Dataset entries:
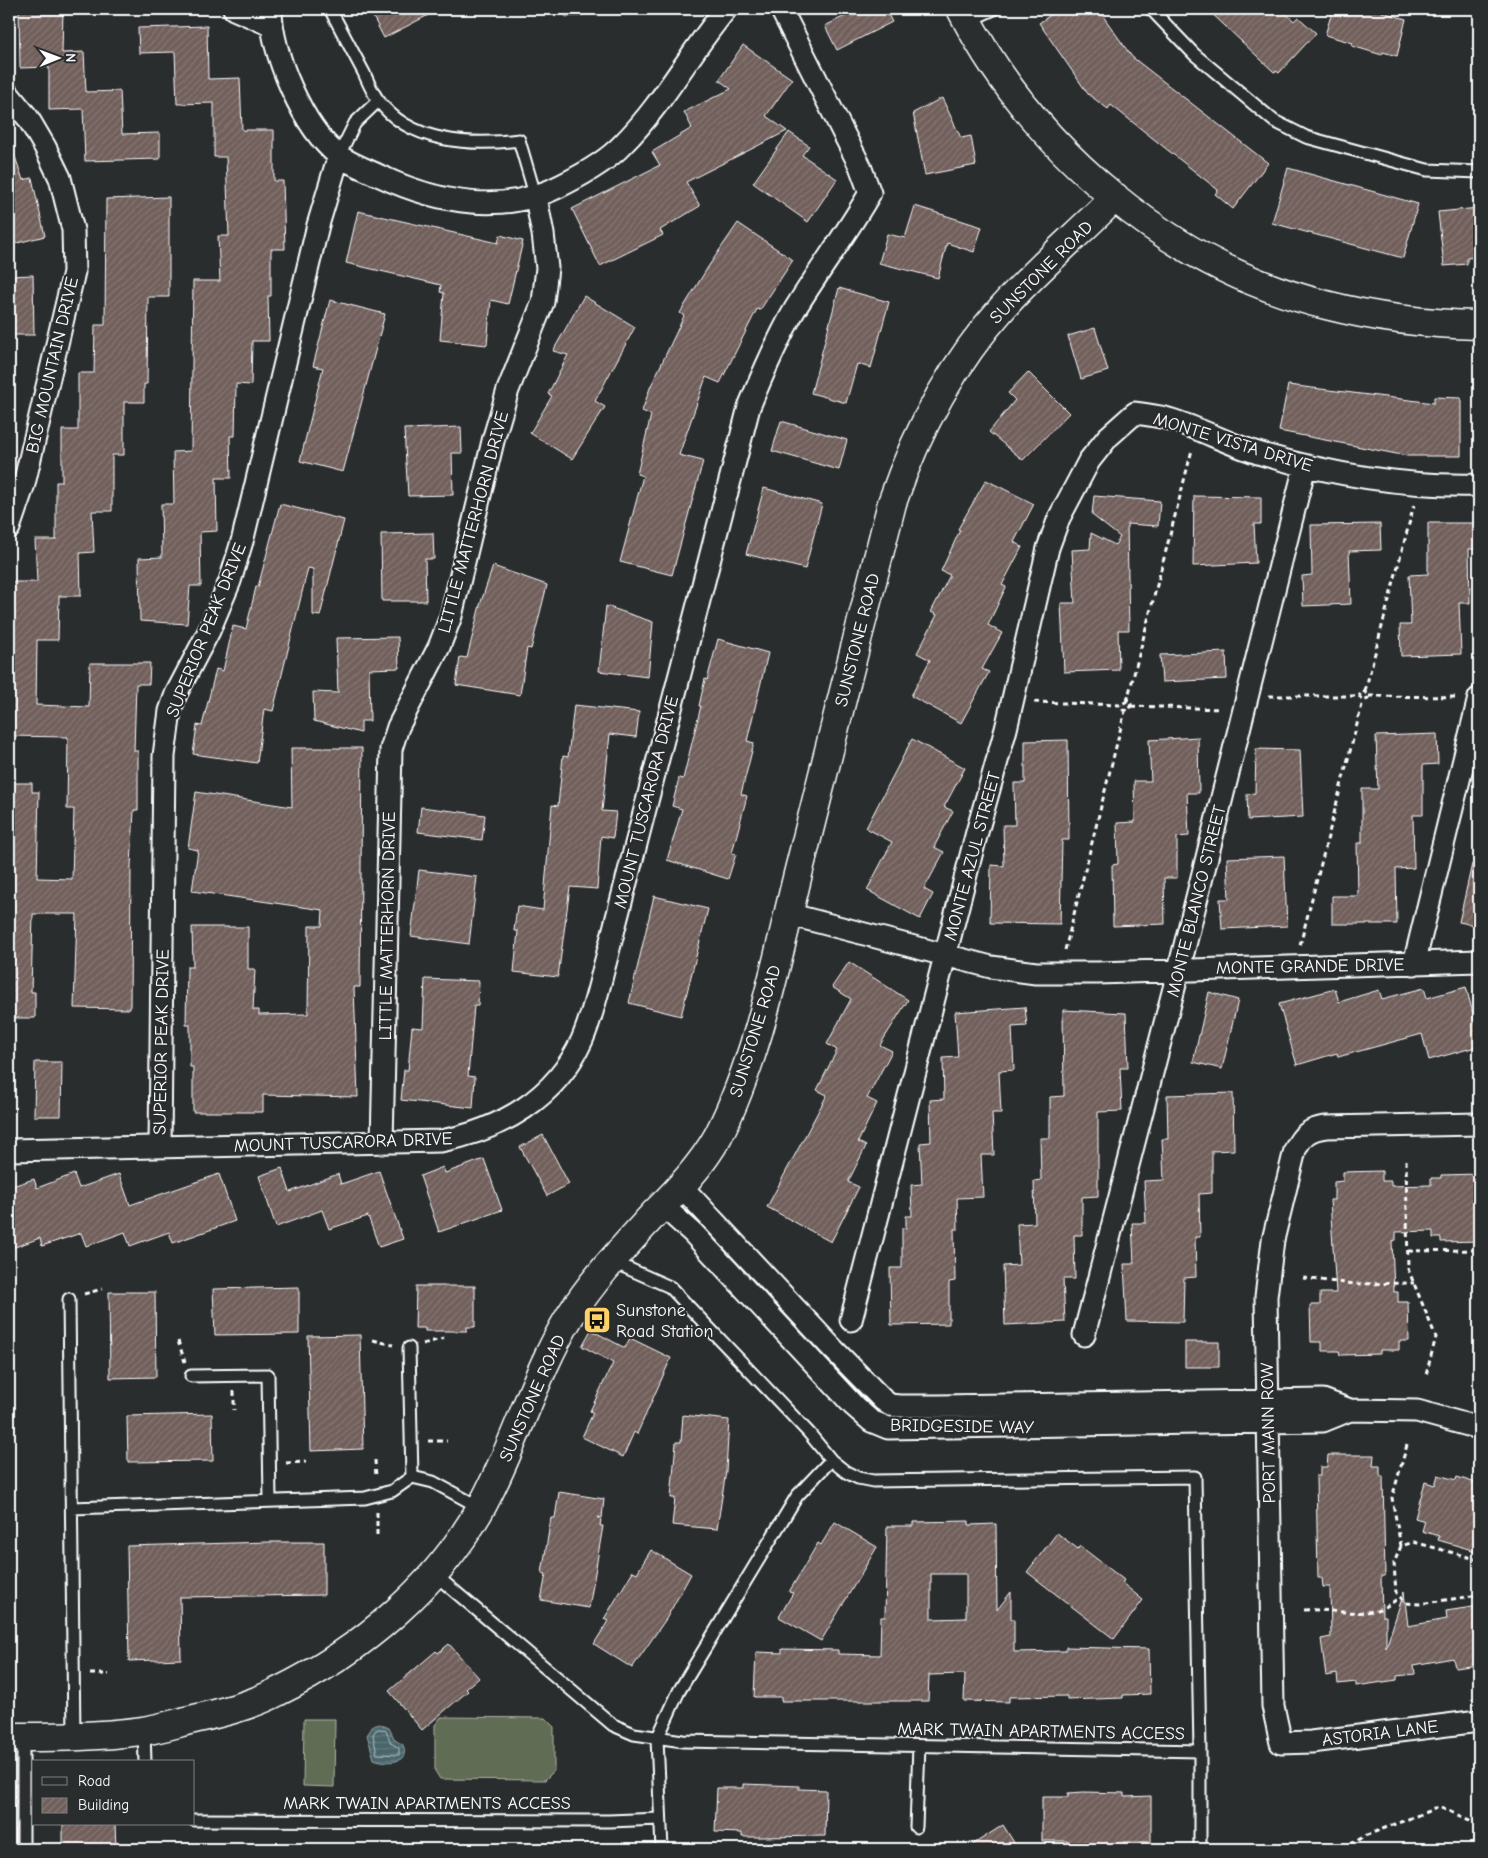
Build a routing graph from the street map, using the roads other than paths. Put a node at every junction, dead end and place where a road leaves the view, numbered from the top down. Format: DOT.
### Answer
graph roads {
  1 [pos="234,9"];
  2 [pos="330,9"];
  3 [pos="726,9"];
  4 [pos="781,9"];
  5 [pos="994,9"];
  6 [pos="1151,9"];
  7 [pos="964,15"];
  8 [pos="271,17"];
  9 [pos="9,95"];
  10 [pos="378,100"];
  11 [pos="339,156"];
  12 [pos="1479,172"];
  13 [pos="1114,197"];
  14 [pos="536,198"];
  15 [pos="1479,325"];
  16 [pos="1135,413"];
  17 [pos="1305,466"];
  18 [pos="16,483"];
  19 [pos="1479,485"];
  20 [pos="9,528"];
  21 [pos="1479,698"];
  22 [pos="788,914"];
  23 [pos="946,956"];
  24 [pos="1479,961"];
  25 [pos="1414,964"];
  26 [pos="1179,969"];
  27 [pos="1479,1124"];
  28 [pos="382,1143"];
  29 [pos="160,1147"];
  30 [pos="9,1150"];
  31 [pos="682,1186"];
  32 [pos="663,1206"];
  33 [pos="611,1261"];
  34 [pos="69,1299"];
  35 [pos="851,1320"];
  36 [pos="1084,1335"];
  37 [pos="408,1348"];
  38 [pos="191,1376"];
  39 [pos="1268,1400"];
  40 [pos="1350,1410"];
  41 [pos="1268,1422"];
  42 [pos="1479,1428"];
  43 [pos="831,1460"];
  44 [pos="412,1477"];
  45 [pos="270,1500"];
  46 [pos="72,1508"];
  47 [pos="481,1508"];
  48 [pos="433,1574"];
  49 [pos="1479,1721"];
  50 [pos="144,1731"];
  51 [pos="74,1736"];
  52 [pos="16,1737"];
  53 [pos="657,1739"];
  54 [pos="1281,1743"];
  55 [pos="919,1746"];
  56 [pos="1200,1751"];
  57 [pos="145,1760"];
  58 [pos="660,1819"];
  59 [pos="195,1820"];
  60 [pos="916,1827"];
  61 [pos="1200,1846"];
  62 [pos="23,1849"];
  63 [pos="662,1849"];
  1 -- 8 [label="street"];
  2 -- 10 [label="lane"];
  3 -- 14 [label="street"];
  4 -- 28 [label="street, MOUNT TUSCARORA DRIVE"];
  5 -- 7 [label="lane"];
  6 -- 12 [label="lane"];
  7 -- 13 [label="street"];
  8 -- 11 [label="street"];
  9 -- 18 [label="street, BIG MOUNTAIN DRIVE"];
  10 -- 11 [label="lane"];
  10 -- 14 [label="lane"];
  11 -- 14 [label="street"];
  11 -- 29 [label="street, SUPERIOR PEAK DRIVE"];
  13 -- 15 [label="street"];
  13 -- 22 [label="street, SUNSTONE ROAD"];
  14 -- 28 [label="street, LITTLE MATTERHORN DRIVE"];
  16 -- 17 [label="street, MONTE VISTA DRIVE"];
  16 -- 23 [label="street, MONTE AZUL STREET"];
  17 -- 19 [label="street, MONTE VISTA DRIVE"];
  17 -- 26 [label="street, MONTE BLANCO STREET"];
  18 -- 20 [label="street, BIG MOUNTAIN DRIVE"];
  21 -- 25 [label="street"];
  22 -- 23 [label="street, MONTE GRANDE DRIVE"];
  22 -- 31 [label="street, SUNSTONE ROAD"];
  23 -- 26 [label="street, MONTE GRANDE DRIVE"];
  23 -- 35 [label="street, MONTE AZUL STREET"];
  24 -- 25 [label="street, MONTE GRANDE DRIVE"];
  25 -- 26 [label="street, MONTE GRANDE DRIVE"];
  26 -- 36 [label="street, MONTE BLANCO STREET"];
  27 -- 39 [label="street, PORT MANN ROW"];
  28 -- 29 [label="street, MOUNT TUSCARORA DRIVE"];
  29 -- 30 [label="street, MOUNT TUSCARORA DRIVE"];
  31 -- 32 [label="street, SUNSTONE ROAD"];
  31 -- 39 [label="street, BRIDGESIDE WAY"];
  32 -- 33 [label="street, SUNSTONE ROAD"];
  32 -- 41 [label="street, BRIDGESIDE WAY"];
  33 -- 43 [label="lane, MARK TWAIN APARTMENTS ACCESS"];
  33 -- 47 [label="street, SUNSTONE ROAD"];
  34 -- 46 [label="lane"];
  37 -- 44 [label="lane"];
  38 -- 45 [label="lane"];
  39 -- 40 [label="street, BRIDGESIDE WAY"];
  39 -- 41 [label="street, PORT MANN ROW"];
  40 -- 41 [label="street, BRIDGESIDE WAY"];
  40 -- 42 [label="street, BRIDGESIDE WAY"];
  41 -- 54 [label="street, PORT MANN ROW"];
  43 -- 53 [label="lane"];
  43 -- 56 [label="lane, MARK TWAIN APARTMENTS ACCESS"];
  44 -- 45 [label="lane"];
  44 -- 47 [label="lane"];
  45 -- 46 [label="lane"];
  46 -- 51 [label="lane"];
  47 -- 48 [label="street, SUNSTONE ROAD"];
  48 -- 50 [label="street, SUNSTONE ROAD"];
  48 -- 53 [label="lane, MARK TWAIN APARTMENTS ACCESS"];
  49 -- 54 [label="street, ASTORIA LANE"];
  50 -- 51 [label="street, SUNSTONE ROAD"];
  50 -- 57 [label="lane"];
  51 -- 52 [label="street, SUNSTONE ROAD"];
  52 -- 62 [label="lane"];
  53 -- 55 [label="lane, MARK TWAIN APARTMENTS ACCESS"];
  53 -- 58 [label="lane"];
  55 -- 56 [label="lane, MARK TWAIN APARTMENTS ACCESS"];
  55 -- 60 [label="lane"];
  56 -- 61 [label="lane"];
  58 -- 59 [label="lane, MARK TWAIN APARTMENTS ACCESS"];
  58 -- 63 [label="lane"];
}
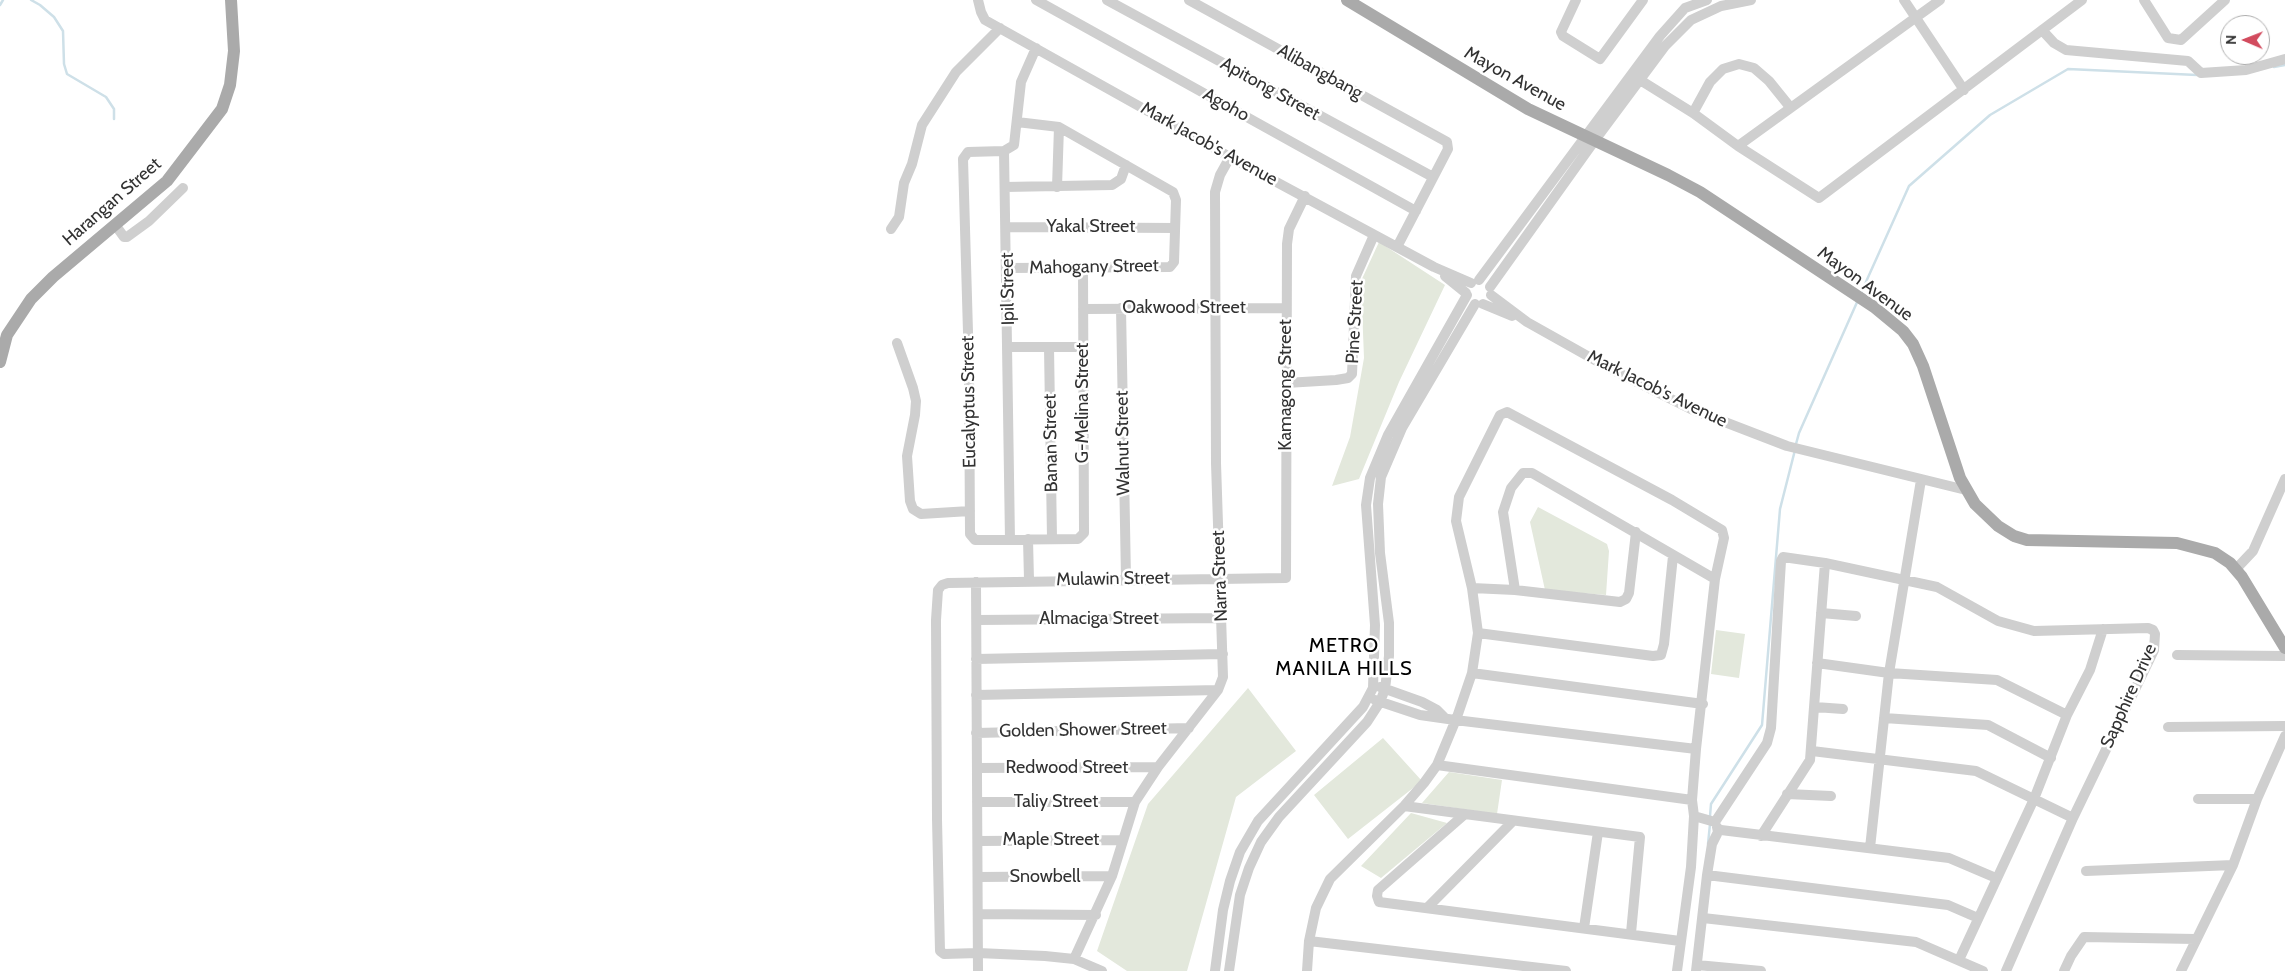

TASK STATEMENT: Word for word, print every record, and leave out any picture.

EXERCISE RESPONSE:
Build a routing graph from the street map, using the roads other than paths. Put a node at every junction, dead end and place where a road leaves the view, numbered from the top down. Format: DOT.
### Answer
graph roads {
  1 [pos="234,9"];
  2 [pos="330,9"];
  3 [pos="726,9"];
  4 [pos="781,9"];
  5 [pos="994,9"];
  6 [pos="1151,9"];
  7 [pos="964,15"];
  8 [pos="271,17"];
  9 [pos="9,95"];
  10 [pos="378,100"];
  11 [pos="339,156"];
  12 [pos="1479,172"];
  13 [pos="1114,197"];
  14 [pos="536,198"];
  15 [pos="1479,325"];
  16 [pos="1135,413"];
  17 [pos="1305,466"];
  18 [pos="16,483"];
  19 [pos="1479,485"];
  20 [pos="9,528"];
  21 [pos="1479,698"];
  22 [pos="788,914"];
  23 [pos="946,956"];
  24 [pos="1479,961"];
  25 [pos="1414,964"];
  26 [pos="1179,969"];
  27 [pos="1479,1124"];
  28 [pos="382,1143"];
  29 [pos="160,1147"];
  30 [pos="9,1150"];
  31 [pos="682,1186"];
  32 [pos="663,1206"];
  33 [pos="611,1261"];
  34 [pos="69,1299"];
  35 [pos="851,1320"];
  36 [pos="1084,1335"];
  37 [pos="408,1348"];
  38 [pos="191,1376"];
  39 [pos="1268,1400"];
  40 [pos="1350,1410"];
  41 [pos="1268,1422"];
  42 [pos="1479,1428"];
  43 [pos="831,1460"];
  44 [pos="412,1477"];
  45 [pos="270,1500"];
  46 [pos="72,1508"];
  47 [pos="481,1508"];
  48 [pos="433,1574"];
  49 [pos="1479,1721"];
  50 [pos="144,1731"];
  51 [pos="74,1736"];
  52 [pos="16,1737"];
  53 [pos="657,1739"];
  54 [pos="1281,1743"];
  55 [pos="919,1746"];
  56 [pos="1200,1751"];
  57 [pos="145,1760"];
  58 [pos="660,1819"];
  59 [pos="195,1820"];
  60 [pos="916,1827"];
  61 [pos="1200,1846"];
  62 [pos="23,1849"];
  63 [pos="662,1849"];
  1 -- 8 [label="street"];
  2 -- 10 [label="lane"];
  3 -- 14 [label="street"];
  4 -- 28 [label="street, MOUNT TUSCARORA DRIVE"];
  5 -- 7 [label="lane"];
  6 -- 12 [label="lane"];
  7 -- 13 [label="street"];
  8 -- 11 [label="street"];
  9 -- 18 [label="street, BIG MOUNTAIN DRIVE"];
  10 -- 11 [label="lane"];
  10 -- 14 [label="lane"];
  11 -- 14 [label="street"];
  11 -- 29 [label="street, SUPERIOR PEAK DRIVE"];
  13 -- 15 [label="street"];
  13 -- 22 [label="street, SUNSTONE ROAD"];
  14 -- 28 [label="street, LITTLE MATTERHORN DRIVE"];
  16 -- 17 [label="street, MONTE VISTA DRIVE"];
  16 -- 23 [label="street, MONTE AZUL STREET"];
  17 -- 19 [label="street, MONTE VISTA DRIVE"];
  17 -- 26 [label="street, MONTE BLANCO STREET"];
  18 -- 20 [label="street, BIG MOUNTAIN DRIVE"];
  21 -- 25 [label="street"];
  22 -- 23 [label="street, MONTE GRANDE DRIVE"];
  22 -- 31 [label="street, SUNSTONE ROAD"];
  23 -- 26 [label="street, MONTE GRANDE DRIVE"];
  23 -- 35 [label="street, MONTE AZUL STREET"];
  24 -- 25 [label="street, MONTE GRANDE DRIVE"];
  25 -- 26 [label="street, MONTE GRANDE DRIVE"];
  26 -- 36 [label="street, MONTE BLANCO STREET"];
  27 -- 39 [label="street, PORT MANN ROW"];
  28 -- 29 [label="street, MOUNT TUSCARORA DRIVE"];
  29 -- 30 [label="street, MOUNT TUSCARORA DRIVE"];
  31 -- 32 [label="street, SUNSTONE ROAD"];
  31 -- 39 [label="street, BRIDGESIDE WAY"];
  32 -- 33 [label="street, SUNSTONE ROAD"];
  32 -- 41 [label="street, BRIDGESIDE WAY"];
  33 -- 43 [label="lane, MARK TWAIN APARTMENTS ACCESS"];
  33 -- 47 [label="street, SUNSTONE ROAD"];
  34 -- 46 [label="lane"];
  37 -- 44 [label="lane"];
  38 -- 45 [label="lane"];
  39 -- 40 [label="street, BRIDGESIDE WAY"];
  39 -- 41 [label="street, PORT MANN ROW"];
  40 -- 41 [label="street, BRIDGESIDE WAY"];
  40 -- 42 [label="street, BRIDGESIDE WAY"];
  41 -- 54 [label="street, PORT MANN ROW"];
  43 -- 53 [label="lane"];
  43 -- 56 [label="lane, MARK TWAIN APARTMENTS ACCESS"];
  44 -- 45 [label="lane"];
  44 -- 47 [label="lane"];
  45 -- 46 [label="lane"];
  46 -- 51 [label="lane"];
  47 -- 48 [label="street, SUNSTONE ROAD"];
  48 -- 50 [label="street, SUNSTONE ROAD"];
  48 -- 53 [label="lane, MARK TWAIN APARTMENTS ACCESS"];
  49 -- 54 [label="street, ASTORIA LANE"];
  50 -- 51 [label="street, SUNSTONE ROAD"];
  50 -- 57 [label="lane"];
  51 -- 52 [label="street, SUNSTONE ROAD"];
  52 -- 62 [label="lane"];
  53 -- 55 [label="lane, MARK TWAIN APARTMENTS ACCESS"];
  53 -- 58 [label="lane"];
  55 -- 56 [label="lane, MARK TWAIN APARTMENTS ACCESS"];
  55 -- 60 [label="lane"];
  56 -- 61 [label="lane"];
  58 -- 59 [label="lane, MARK TWAIN APARTMENTS ACCESS"];
  58 -- 63 [label="lane"];
}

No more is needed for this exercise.